Let's define a sequence $(u_n)$ by the formula $u_0 = 3$ and $u_{n+1} = u_n^2 -u_n$.

Is it true (and if so how do you prove it) that $u_n$ is never $0$ and has no square factors (i.e. $u_n \neq 0$ in $\mathbf{Z}/p^2\mathbf{Z}$ for all primes $p$) ?

Answer 1

Incomplete solution:

Modulo $4$ the sequence is $3,2,2,2,\ldots$. Modulo $9$ it is $3,6,3,6,\ldots$. Modulo $25$ it is $3,6,-5,5,-5,5,\ldots$. Now fix a prime $p\ge 7$. By definition $u_{n+1}=u_n(u_n-1)$. Hence $p\mid u_{n+1}$ if and only if $p\mid u_n$ or $p\mid u_n-1$ (note that they are coprime). In particular, let $k\ge 2$ be the smallest integer such that $p\mid u_k$ (if it exists). Since it is the smallest one, then $p \nmid u_{k-1}$. This means that $ u_{k-2}(u_{k-2}-1)=u_{k-1}\equiv 1\bmod{p}, $ which is equivalent to $$ (2u_{k-2}-1)^2 \equiv 5 \bmod{p}. $$ (This has a solution if and only if $p\equiv \pm 1\bmod{5}$.)

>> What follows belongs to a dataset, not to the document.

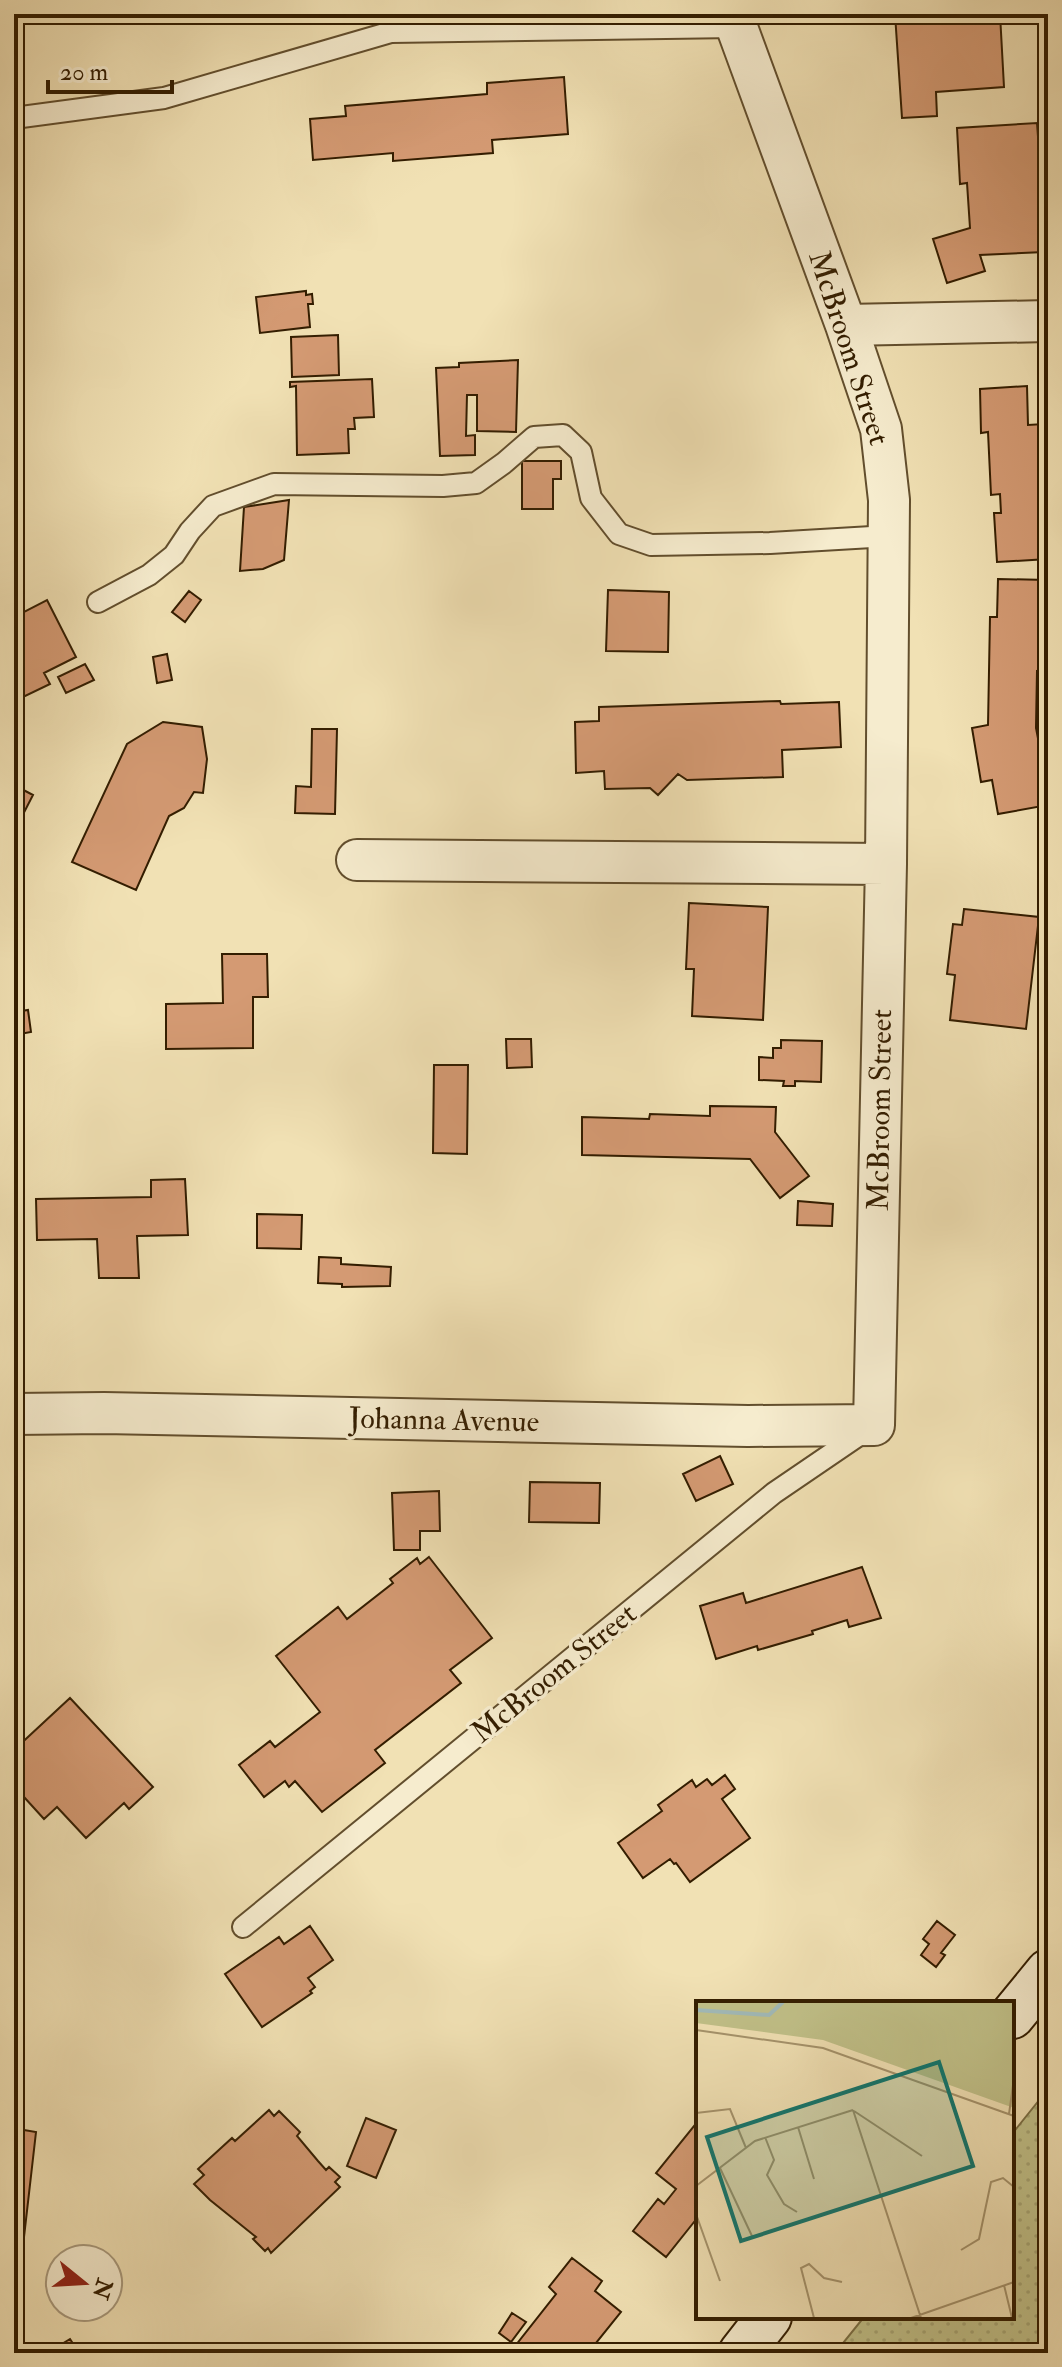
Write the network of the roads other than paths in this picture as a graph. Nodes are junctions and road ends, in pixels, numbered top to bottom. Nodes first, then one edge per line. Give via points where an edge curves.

Unproved claim: $p^2 \nmid u_k$.

Assuming the above claim is correct, then $u_k$, being divisible by $p$, has to be equal to $mp$, for some integer $m$ not divisible by $p$. Then, it is easy to check that $u_{k+n}=(-1)^n u_k \bmod{p^2}$, for all $n\ge 0$, hence $0$ will never appear in the sequence.